Toute chose, comme elle conserve son être, conserve aussi son unité. Le nombre étant la multitude mesurée par l’un, l’intellect créé peut ainsi être proportionné à Dieu pour le connaître.
Il est impossible qu’un intellect créé, par ses facultés naturelles, voie l’essence de Dieu. Car la connaissance consiste en ce que le connu est dans le connaissant. Or, le connu est dans le connaissant selon son mode à lui. Ainsi la connaissance, pour chaque connaissant, est conforme au mode d’être qui convient à sa nature. Donc, si le mode d’existence d’une chose connaissable surpasse le mode d’être que le connaissant tient de sa nature, il faut que la connaissance de cette chose soit au-dessus des facultés naturelles de ce connaissant.
Nulle créature n’est son être, mais a un être participé. Donc l’intellect créé ne peut voir Dieu dans Son essence que si Dieu, par Sa grâce, s’unit à cet intellect comme intelligible pour lui.
S. Augustin : « Malheureux, mon Dieu, l’homme qui connaît toutes ces choses (les créatures) et cependant Vous ignore ! Bienheureux celui qui Vous connaît, ignorât-il tout le reste ! Mais qui connaît à la fois Vous et toutes choses n’est pas plus heureux à cause de ces choses ; il est bienheureux à cause de Vous seul. »
La nature divine n’est pas communicable, sinon par mode de participation de ressemblance. L’immatérialité d’un être est ce qui fait qu’il soit doué de connaissance, et son degré de connaissance se mesure à son immatérialité. Comme Dieu est au sommet de l’immatérialité, Il est en conséquence au sommet de la connaissance.
Mais le mal n’est pas connaissable par lui-même ; car ce qui caractérise le mal, c’est d’être privation du bien ; et ainsi il ne peut être défini ni connu, si ce n’est par l’intermédiaire du bien.

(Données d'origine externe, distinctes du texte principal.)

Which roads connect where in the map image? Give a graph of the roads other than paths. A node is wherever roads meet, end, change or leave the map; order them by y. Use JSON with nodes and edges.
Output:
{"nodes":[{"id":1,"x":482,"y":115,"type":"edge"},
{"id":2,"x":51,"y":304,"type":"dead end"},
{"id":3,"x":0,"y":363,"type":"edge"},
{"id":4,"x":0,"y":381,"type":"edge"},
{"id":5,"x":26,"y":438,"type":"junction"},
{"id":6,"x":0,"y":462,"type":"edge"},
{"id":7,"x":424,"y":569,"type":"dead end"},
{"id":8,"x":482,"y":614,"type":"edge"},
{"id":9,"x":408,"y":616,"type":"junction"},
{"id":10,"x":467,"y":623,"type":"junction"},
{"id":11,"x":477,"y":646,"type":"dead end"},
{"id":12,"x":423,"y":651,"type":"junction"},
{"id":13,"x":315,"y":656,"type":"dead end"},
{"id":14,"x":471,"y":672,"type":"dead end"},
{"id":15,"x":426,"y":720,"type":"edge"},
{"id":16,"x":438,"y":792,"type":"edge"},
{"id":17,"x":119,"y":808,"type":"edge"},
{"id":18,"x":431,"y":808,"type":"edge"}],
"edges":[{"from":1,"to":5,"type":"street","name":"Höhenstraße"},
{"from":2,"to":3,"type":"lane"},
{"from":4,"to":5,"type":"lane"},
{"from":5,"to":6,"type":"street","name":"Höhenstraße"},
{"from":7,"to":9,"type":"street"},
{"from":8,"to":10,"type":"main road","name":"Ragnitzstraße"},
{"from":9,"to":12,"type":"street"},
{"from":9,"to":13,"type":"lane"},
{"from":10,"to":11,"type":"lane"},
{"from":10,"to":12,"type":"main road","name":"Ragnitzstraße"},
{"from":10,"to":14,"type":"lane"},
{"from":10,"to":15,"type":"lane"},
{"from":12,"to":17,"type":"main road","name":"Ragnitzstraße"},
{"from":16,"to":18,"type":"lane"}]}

L’intellect spéculatif est la considération de la vérité. Le vrai étant dans l’intelligence selon que celle-ci se conforme à la chose connue, il est nécessaire que la raison formelle de vrai passe à la chose par dérivation, de sorte que cette dernière soit dite vraie elle aussi en tant qu’elle est en rapport avec l’intelligence.

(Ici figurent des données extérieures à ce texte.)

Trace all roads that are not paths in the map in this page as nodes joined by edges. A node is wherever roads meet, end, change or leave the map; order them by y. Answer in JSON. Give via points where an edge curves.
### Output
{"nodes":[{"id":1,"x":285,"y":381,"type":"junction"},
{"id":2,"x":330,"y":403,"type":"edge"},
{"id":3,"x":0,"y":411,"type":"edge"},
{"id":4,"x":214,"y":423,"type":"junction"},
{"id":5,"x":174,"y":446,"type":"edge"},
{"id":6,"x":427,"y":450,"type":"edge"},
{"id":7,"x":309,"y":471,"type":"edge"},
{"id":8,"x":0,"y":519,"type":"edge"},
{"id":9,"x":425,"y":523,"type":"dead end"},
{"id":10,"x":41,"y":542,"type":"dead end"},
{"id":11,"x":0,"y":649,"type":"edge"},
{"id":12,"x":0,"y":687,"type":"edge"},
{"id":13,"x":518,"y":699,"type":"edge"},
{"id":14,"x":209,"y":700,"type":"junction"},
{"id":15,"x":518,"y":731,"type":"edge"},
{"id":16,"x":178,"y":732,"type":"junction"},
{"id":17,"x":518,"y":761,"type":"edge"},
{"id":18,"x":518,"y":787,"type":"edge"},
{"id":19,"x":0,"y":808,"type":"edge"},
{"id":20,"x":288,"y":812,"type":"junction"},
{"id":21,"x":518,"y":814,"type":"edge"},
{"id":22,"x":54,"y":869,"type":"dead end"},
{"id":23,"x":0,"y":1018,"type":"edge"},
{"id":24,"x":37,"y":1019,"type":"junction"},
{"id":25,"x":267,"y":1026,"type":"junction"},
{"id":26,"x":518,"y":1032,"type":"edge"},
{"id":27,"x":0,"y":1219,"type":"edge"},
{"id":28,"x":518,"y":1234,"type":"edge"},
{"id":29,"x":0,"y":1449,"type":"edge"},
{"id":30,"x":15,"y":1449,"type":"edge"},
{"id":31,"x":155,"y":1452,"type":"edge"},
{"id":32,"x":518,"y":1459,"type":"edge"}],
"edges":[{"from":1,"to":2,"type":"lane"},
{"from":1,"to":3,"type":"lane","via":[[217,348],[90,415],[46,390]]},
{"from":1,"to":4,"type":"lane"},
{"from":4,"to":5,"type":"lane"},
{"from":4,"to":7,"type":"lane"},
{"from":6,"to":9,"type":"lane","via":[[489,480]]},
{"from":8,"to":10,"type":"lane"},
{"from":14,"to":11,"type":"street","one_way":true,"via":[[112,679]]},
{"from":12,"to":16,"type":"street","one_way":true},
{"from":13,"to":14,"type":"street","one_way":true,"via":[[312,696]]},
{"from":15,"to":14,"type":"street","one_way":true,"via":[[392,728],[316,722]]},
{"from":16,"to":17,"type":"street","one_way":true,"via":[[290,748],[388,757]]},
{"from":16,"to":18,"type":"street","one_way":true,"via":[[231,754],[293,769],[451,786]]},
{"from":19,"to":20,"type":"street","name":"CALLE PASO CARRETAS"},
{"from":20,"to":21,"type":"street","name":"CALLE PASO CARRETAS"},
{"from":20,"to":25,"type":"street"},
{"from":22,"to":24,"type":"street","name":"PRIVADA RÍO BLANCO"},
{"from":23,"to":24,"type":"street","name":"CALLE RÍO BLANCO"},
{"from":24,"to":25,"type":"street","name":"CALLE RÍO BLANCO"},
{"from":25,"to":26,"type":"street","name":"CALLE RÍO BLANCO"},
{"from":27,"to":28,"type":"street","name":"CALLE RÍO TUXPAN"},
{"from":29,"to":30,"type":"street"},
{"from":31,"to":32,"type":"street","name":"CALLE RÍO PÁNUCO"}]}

La vérité est l’adéquation entre la chose et l’intelligence : la conformité de l’intellect et de la chose. Il en résulte que connaître une telle conformité, c’est connaître la vérité. Il en résulte que, comme le bon est convertible avec l’étant, ainsi le vrai. Toutefois, de même que le bien ajoute à l’être la raison formelle d’attirance, de même le vrai ajoute à l’être un rapport à l’intelligence. L’intelligence est toujours droite, si l’on entend par “intelligence” la saisie des premiers principes. Aussi, de même que toute privation est fondée sur un sujet qui est un étant, ainsi tout mal est fondé sur quelque bien, et tout faux sur quelque vrai. Tout agent, pour autant qu’il est en acte et achevé, produit son semblable.
Le Psaume (115, 3) dit : « Tout ce que Dieu veut, Il le fait. » Il est nécessaire que la volonté de Dieu soit toujours accomplie. Si un sujet peut bien, par sa défaillance, manquer d’une forme particulière, toutefois, à l’égard de la forme universelle, rien ne peut être manquant. Quelque chose, en effet, peut bien se produire qui échappe à l’ordre de quelque cause agente particulière ; mais non pas à l’ordre d’une cause universelle, sous l’action de laquelle toutes les causes particulières sont comprises. Parce que, si quelque cause particulière manque son effet, cela vient de l’empêchement que lui apporte une autre cause particulière, qui rentre dans l’ordre de la cause universelle. L’effet ne peut donc en aucune manière se soustraire à l’ordination posée par la cause universelle.
Donc, puisque la volonté de Dieu est cause universelle à l’égard de toutes choses, il est impossible que la volonté de Dieu n’obtienne pas son effet. C’est pourquoi, ce qui semble s’écarter de la divine volonté dans un certain ordre y retombe dans un autre. Le pécheur, par exemple, autant qu’il est en lui, s’éloigne de la divine volonté en faisant le mal ; mais il rentre dans l’ordre de cette volonté par le châtiment que lui inflige la justice.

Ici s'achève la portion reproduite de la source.